____ GIVEN ENTRIES
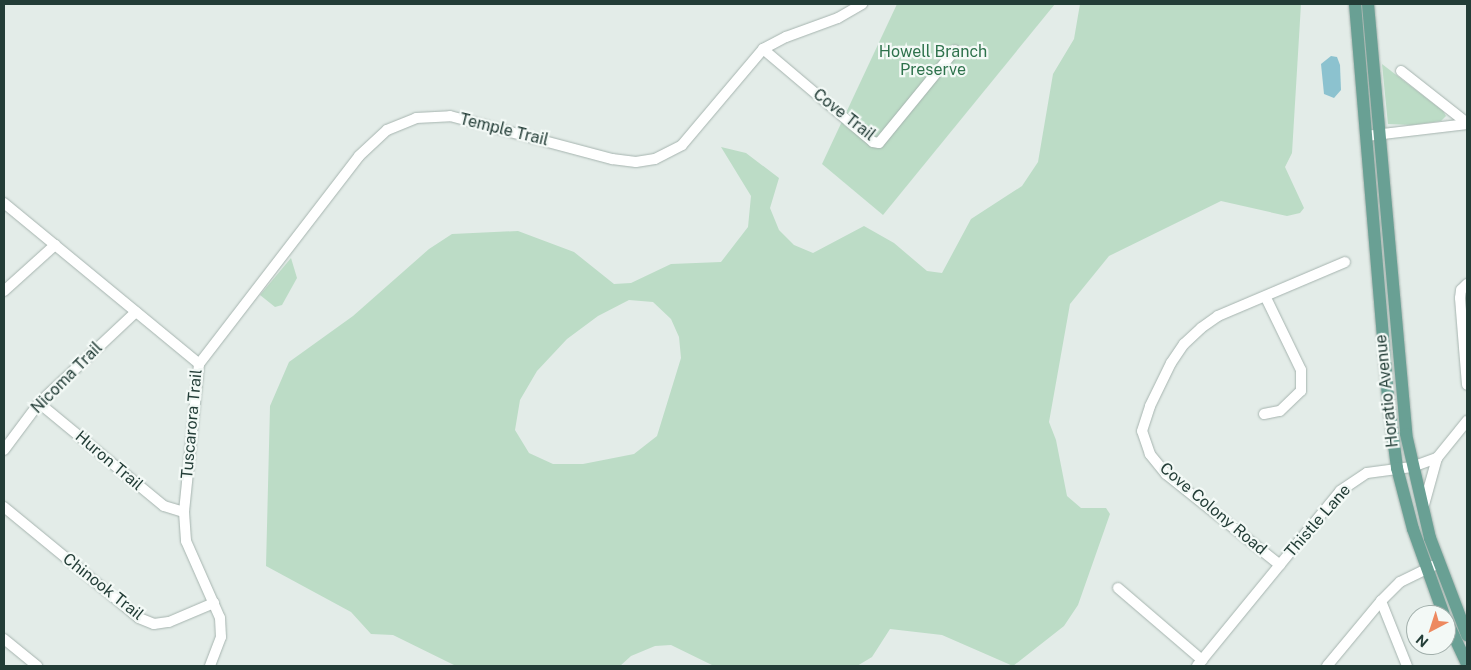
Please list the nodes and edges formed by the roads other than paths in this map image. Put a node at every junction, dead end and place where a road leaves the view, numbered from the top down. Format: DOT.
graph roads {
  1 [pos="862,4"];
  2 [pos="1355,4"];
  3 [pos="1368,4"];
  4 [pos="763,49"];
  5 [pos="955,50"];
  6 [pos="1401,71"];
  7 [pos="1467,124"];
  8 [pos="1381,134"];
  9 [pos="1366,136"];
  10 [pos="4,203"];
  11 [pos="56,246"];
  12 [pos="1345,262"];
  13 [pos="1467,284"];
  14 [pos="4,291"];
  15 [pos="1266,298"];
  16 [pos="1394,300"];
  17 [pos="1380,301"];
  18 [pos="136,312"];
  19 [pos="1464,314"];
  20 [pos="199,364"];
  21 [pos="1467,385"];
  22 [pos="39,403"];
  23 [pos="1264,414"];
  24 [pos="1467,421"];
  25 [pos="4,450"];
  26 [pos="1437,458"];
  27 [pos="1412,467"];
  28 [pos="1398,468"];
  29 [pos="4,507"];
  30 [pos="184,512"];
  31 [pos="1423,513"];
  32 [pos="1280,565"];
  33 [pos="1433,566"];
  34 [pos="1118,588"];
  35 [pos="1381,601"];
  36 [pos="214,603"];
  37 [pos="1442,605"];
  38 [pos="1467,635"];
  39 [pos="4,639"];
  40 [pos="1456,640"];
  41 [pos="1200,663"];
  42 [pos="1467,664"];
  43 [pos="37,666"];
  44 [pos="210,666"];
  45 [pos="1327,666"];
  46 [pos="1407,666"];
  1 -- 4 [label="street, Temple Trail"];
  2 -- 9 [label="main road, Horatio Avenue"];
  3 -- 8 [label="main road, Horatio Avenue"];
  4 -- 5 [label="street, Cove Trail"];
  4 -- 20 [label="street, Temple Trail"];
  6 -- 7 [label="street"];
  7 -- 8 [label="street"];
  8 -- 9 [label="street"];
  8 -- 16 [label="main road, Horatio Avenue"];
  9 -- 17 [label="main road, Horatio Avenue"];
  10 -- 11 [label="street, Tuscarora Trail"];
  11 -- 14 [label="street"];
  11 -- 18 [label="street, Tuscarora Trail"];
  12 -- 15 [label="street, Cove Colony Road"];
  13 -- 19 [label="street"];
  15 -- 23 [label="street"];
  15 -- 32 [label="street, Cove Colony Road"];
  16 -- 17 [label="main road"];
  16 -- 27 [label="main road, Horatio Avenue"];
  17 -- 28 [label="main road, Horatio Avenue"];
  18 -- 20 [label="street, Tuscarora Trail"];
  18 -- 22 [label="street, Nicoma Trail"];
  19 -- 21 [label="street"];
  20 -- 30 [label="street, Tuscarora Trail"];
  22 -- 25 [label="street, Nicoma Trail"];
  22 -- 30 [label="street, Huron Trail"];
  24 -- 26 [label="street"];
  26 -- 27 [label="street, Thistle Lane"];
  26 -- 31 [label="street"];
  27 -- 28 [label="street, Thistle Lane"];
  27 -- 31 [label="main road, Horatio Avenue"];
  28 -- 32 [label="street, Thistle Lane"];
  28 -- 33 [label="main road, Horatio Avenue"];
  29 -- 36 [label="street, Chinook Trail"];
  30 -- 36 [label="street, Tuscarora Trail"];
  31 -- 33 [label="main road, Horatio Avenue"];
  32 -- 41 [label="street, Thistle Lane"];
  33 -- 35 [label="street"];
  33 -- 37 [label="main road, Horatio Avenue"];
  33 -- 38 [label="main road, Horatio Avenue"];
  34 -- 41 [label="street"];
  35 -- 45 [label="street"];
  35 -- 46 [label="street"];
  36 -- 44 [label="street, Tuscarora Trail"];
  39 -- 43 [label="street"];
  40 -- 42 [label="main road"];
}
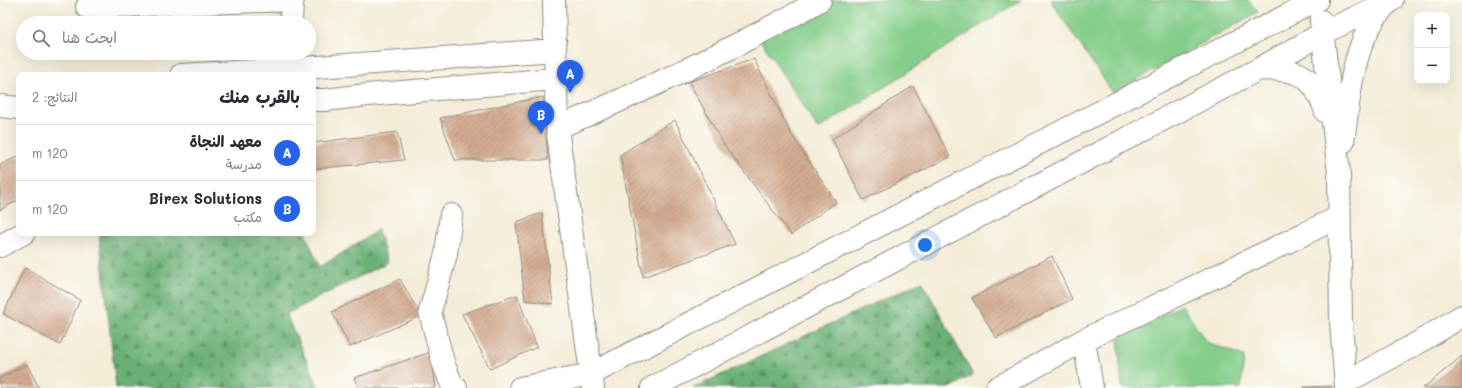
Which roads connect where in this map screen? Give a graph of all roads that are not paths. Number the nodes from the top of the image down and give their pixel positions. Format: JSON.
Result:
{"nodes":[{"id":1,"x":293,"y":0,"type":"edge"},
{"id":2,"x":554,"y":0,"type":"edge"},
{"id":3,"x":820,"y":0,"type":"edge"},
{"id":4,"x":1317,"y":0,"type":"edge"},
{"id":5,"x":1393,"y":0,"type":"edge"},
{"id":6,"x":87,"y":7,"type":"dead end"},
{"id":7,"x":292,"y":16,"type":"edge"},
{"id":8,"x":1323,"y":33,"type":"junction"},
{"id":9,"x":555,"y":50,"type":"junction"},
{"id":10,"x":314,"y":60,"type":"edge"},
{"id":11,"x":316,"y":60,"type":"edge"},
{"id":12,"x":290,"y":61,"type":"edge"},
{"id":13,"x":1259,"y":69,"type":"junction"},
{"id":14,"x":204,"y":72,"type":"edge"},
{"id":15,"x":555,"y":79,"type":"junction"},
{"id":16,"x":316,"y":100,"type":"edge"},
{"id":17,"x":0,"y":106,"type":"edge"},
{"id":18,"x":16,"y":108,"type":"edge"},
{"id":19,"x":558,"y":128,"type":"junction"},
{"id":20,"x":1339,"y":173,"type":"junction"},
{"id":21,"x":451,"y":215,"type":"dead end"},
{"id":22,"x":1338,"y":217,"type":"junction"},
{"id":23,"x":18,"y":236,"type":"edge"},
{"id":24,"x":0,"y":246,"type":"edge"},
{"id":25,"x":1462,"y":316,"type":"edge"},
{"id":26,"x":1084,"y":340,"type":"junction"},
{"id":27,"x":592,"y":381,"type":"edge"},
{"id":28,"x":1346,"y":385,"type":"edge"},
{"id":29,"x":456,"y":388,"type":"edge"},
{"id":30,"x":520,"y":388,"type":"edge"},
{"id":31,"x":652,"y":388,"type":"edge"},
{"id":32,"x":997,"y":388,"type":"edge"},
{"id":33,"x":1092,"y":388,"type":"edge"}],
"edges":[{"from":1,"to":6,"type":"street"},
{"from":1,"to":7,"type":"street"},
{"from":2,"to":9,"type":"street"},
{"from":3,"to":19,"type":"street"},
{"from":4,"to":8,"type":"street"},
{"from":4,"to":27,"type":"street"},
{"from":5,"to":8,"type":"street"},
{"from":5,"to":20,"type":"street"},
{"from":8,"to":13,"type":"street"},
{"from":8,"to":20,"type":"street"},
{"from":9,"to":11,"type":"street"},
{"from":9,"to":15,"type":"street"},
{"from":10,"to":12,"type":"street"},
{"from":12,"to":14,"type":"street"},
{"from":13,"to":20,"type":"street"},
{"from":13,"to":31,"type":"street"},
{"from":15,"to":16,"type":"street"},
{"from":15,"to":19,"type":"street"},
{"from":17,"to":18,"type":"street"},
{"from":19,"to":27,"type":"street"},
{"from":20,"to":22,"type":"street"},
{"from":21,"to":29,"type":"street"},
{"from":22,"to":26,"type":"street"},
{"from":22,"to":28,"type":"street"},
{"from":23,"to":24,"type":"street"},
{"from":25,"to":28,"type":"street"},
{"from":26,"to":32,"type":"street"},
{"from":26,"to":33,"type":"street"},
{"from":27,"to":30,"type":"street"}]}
________
____ GIVEN ENTRIES
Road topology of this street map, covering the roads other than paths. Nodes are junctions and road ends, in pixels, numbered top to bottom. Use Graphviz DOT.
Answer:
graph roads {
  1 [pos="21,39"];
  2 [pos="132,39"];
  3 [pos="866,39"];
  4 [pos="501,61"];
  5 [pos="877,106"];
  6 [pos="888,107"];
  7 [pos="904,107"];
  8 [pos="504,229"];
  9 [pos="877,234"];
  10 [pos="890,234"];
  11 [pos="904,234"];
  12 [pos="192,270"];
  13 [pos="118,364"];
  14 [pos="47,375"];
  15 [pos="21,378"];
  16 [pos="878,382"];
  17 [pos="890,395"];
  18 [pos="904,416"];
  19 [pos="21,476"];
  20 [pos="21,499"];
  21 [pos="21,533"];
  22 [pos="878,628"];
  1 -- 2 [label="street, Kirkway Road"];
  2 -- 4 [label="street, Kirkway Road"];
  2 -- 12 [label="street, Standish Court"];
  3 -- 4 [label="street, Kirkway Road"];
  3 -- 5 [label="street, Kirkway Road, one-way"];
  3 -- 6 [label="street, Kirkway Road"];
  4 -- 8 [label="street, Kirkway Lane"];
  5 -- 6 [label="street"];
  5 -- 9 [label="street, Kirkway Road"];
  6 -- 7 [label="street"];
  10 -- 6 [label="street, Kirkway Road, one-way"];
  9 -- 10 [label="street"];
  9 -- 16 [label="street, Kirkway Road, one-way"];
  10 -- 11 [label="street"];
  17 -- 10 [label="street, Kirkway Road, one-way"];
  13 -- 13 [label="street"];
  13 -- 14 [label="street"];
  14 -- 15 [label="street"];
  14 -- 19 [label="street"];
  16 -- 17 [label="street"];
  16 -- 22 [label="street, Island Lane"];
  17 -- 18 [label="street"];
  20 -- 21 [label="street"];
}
________
**WHAT IS EXPECTED**
Go through the entries. Report every line that contains the word "Lane".

**YOUR RESPONSE**
  26 -- 27 [label="street, Thistle Lane"];
  27 -- 28 [label="street, Thistle Lane"];
  28 -- 32 [label="street, Thistle Lane"];
  32 -- 41 [label="street, Thistle Lane"];
  4 -- 8 [label="street, Kirkway Lane"];
  16 -- 22 [label="street, Island Lane"];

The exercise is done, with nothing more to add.